**Supplied material**

▼▼▼

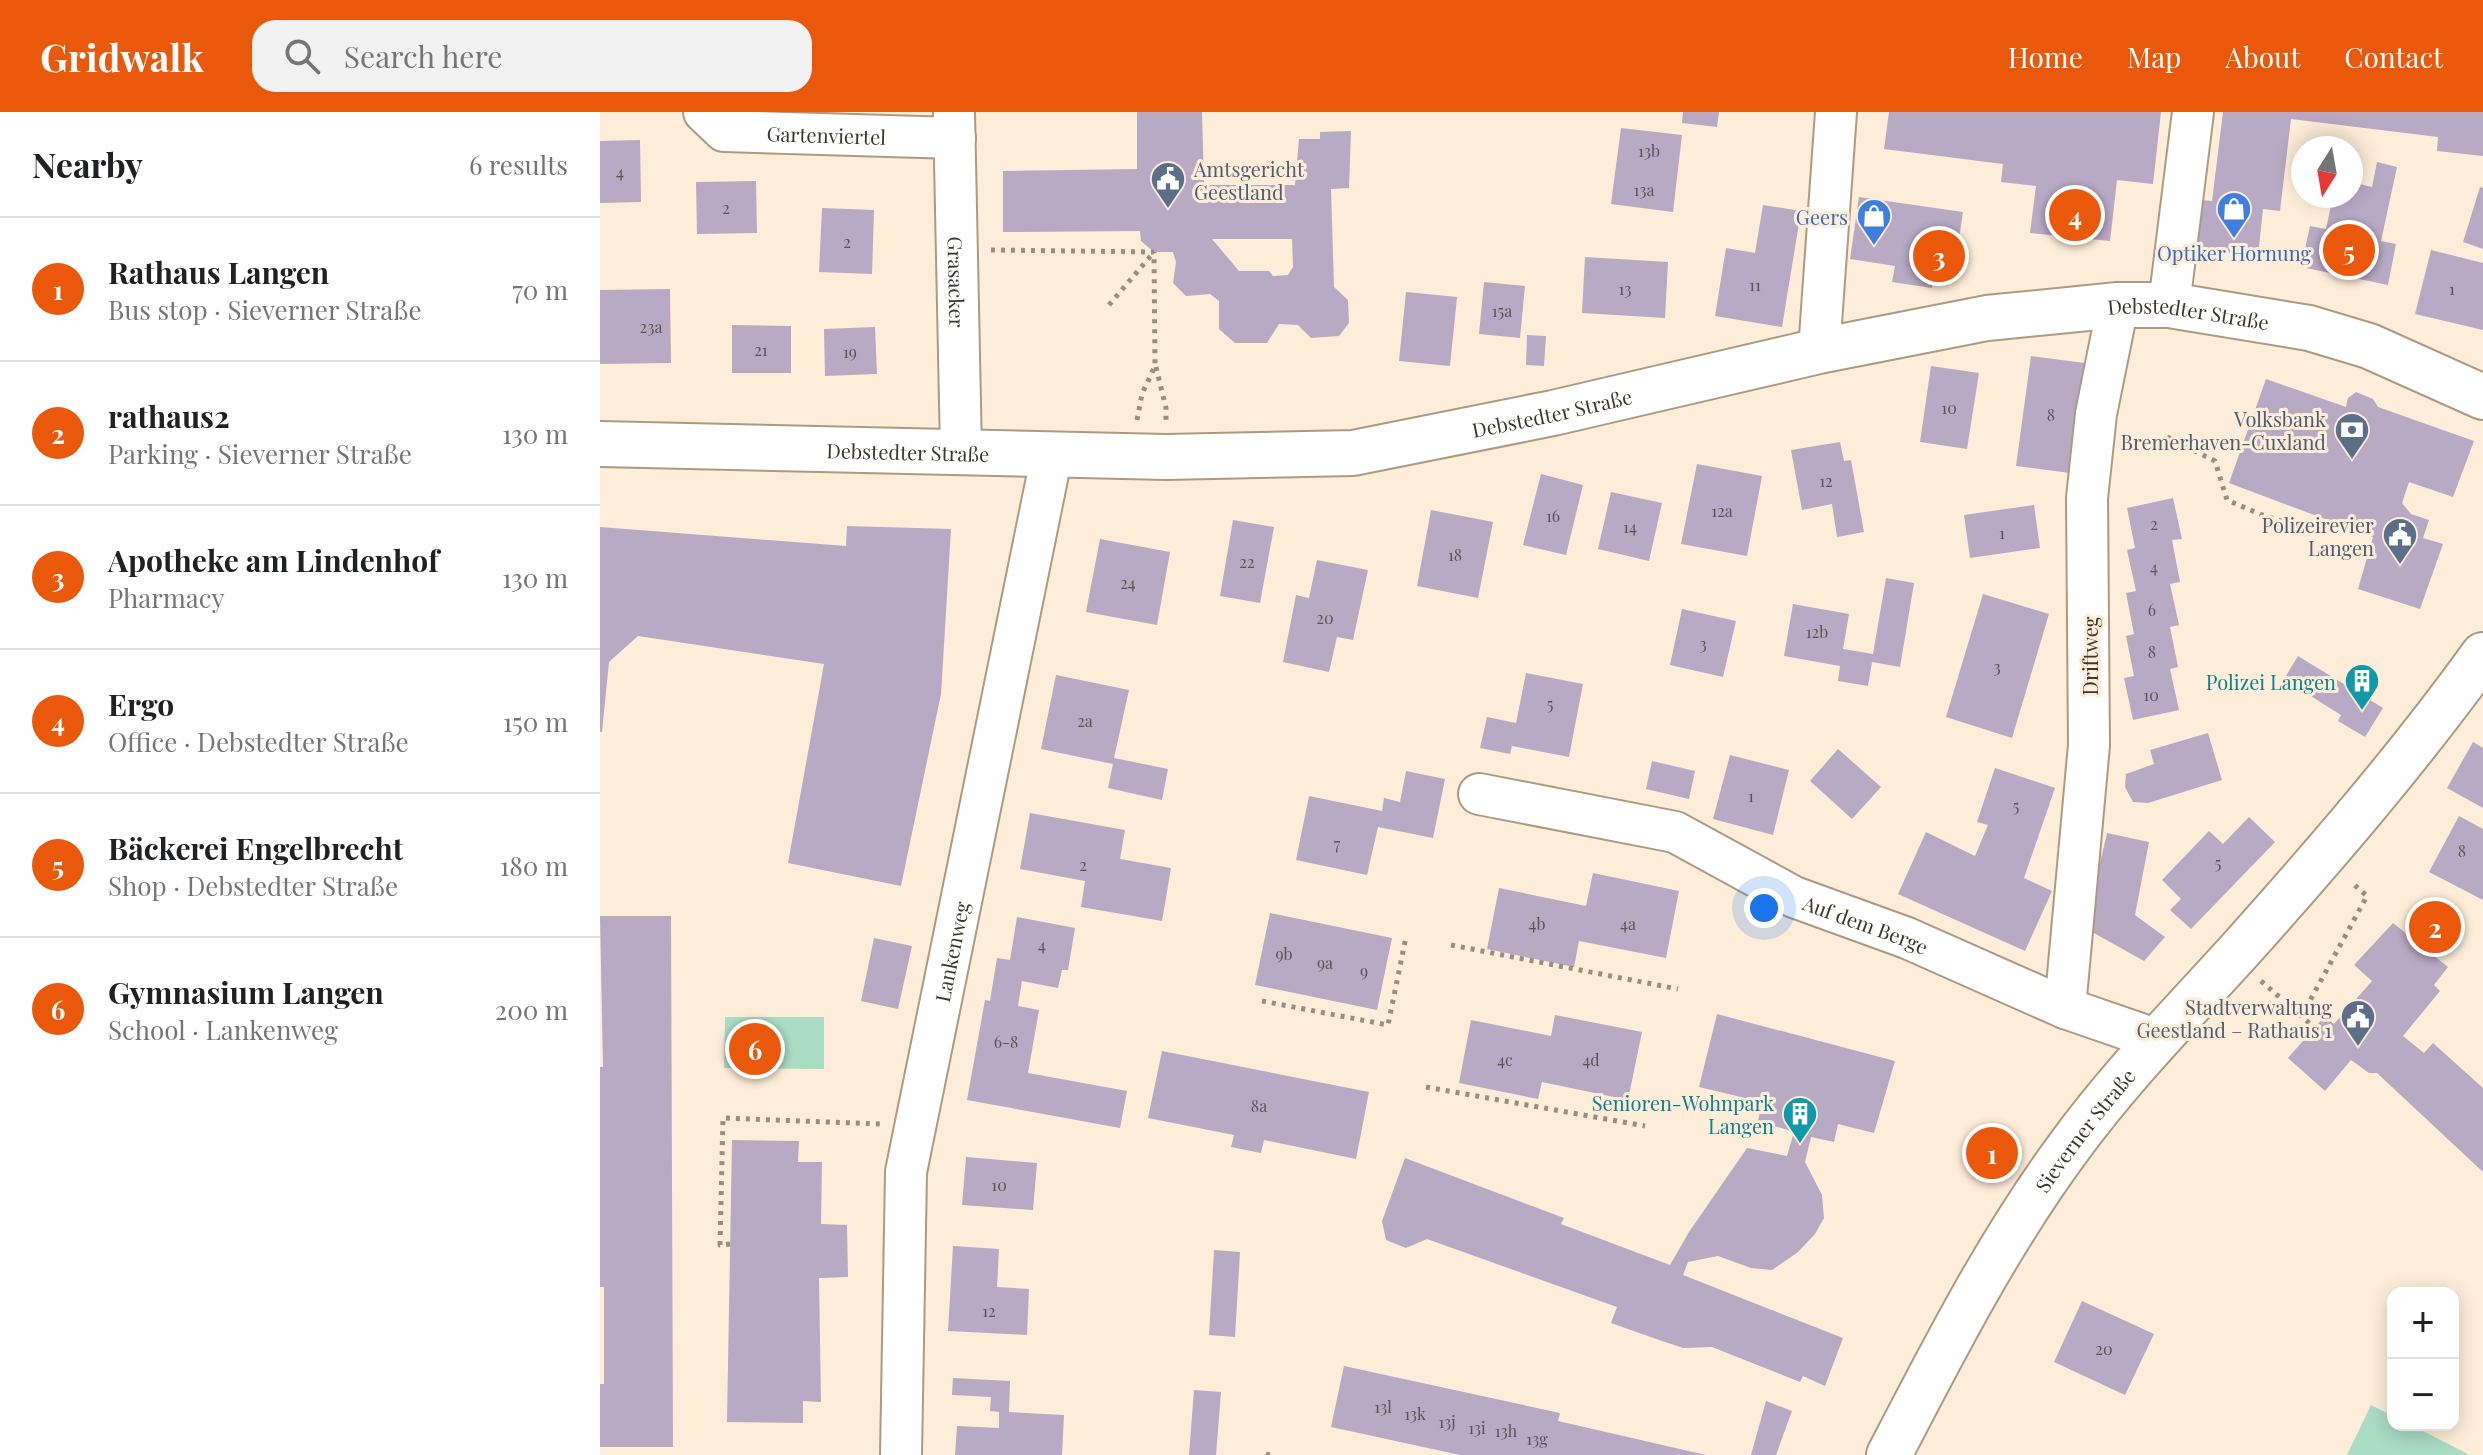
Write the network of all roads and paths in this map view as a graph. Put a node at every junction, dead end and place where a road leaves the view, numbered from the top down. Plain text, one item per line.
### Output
1 (704, 112) edge
2 (1836, 112) edge
3 (2193, 112) edge
4 (954, 125) edge
5 (957, 249) junction
6 (1154, 252) junction
7 (1109, 305) dead end
8 (2118, 305) junction
9 (2169, 305) junction
10 (1819, 351) junction
11 (1155, 366) junction
12 (2483, 397) edge
13 (2167, 437) dead end
14 (600, 444) edge
15 (961, 451) junction
16 (1052, 454) junction
17 (1150, 456) junction
18 (2317, 532) dead end
19 (2483, 655) edge
20 (1479, 794) dead end
21 (2349, 880) dead end
22 (1406, 937) dead end
23 (1451, 945) dead end
24 (2261, 981) dead end
25 (1678, 989) dead end
26 (1262, 1001) dead end
27 (2065, 1008) junction
28 (2301, 1017) junction
29 (2315, 1028) dead end
30 (2158, 1040) junction
31 (1426, 1087) dead end
32 (914, 1126) junction
33 (1645, 1126) dead end
34 (730, 1244) dead end
35 (901, 1455) edge
36 (1889, 1455) edge

1 - 4 street, Gartenviertel
2 - 10 street
3 - 9 street
4 - 5 street, Grasacker
5 - 6 path
5 - 15 street, Grasacker
6 - 7 path
6 - 11 path
8 - 9 main road, Debstedter Straße
8 - 10 main road, Debstedter Straße
8 - 27 street, Driftweg
9 - 12 main road, Debstedter Straße
10 - 17 main road, Debstedter Straße
11 - 17 path
11 - 17 path
13 - 18 path
14 - 15 main road, Debstedter Straße
15 - 16 main road, Debstedter Straße
16 - 17 main road, Debstedter Straße
16 - 32 street, Lankenweg
19 - 30 main road, Sieverner Straße
20 - 27 street, Auf dem Berge
21 - 28 path
22 - 26 path
23 - 25 path
24 - 28 path
27 - 30 street, Auf dem Berge
28 - 29 path
30 - 36 main road, Sieverner Straße
31 - 33 path
32 - 34 path
32 - 35 street, Lankenweg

▲▲▲

Show me each line of the listing above with "edge" in it.

1 (704, 112) edge
2 (1836, 112) edge
3 (2193, 112) edge
4 (954, 125) edge
12 (2483, 397) edge
14 (600, 444) edge
19 (2483, 655) edge
35 (901, 1455) edge
36 (1889, 1455) edge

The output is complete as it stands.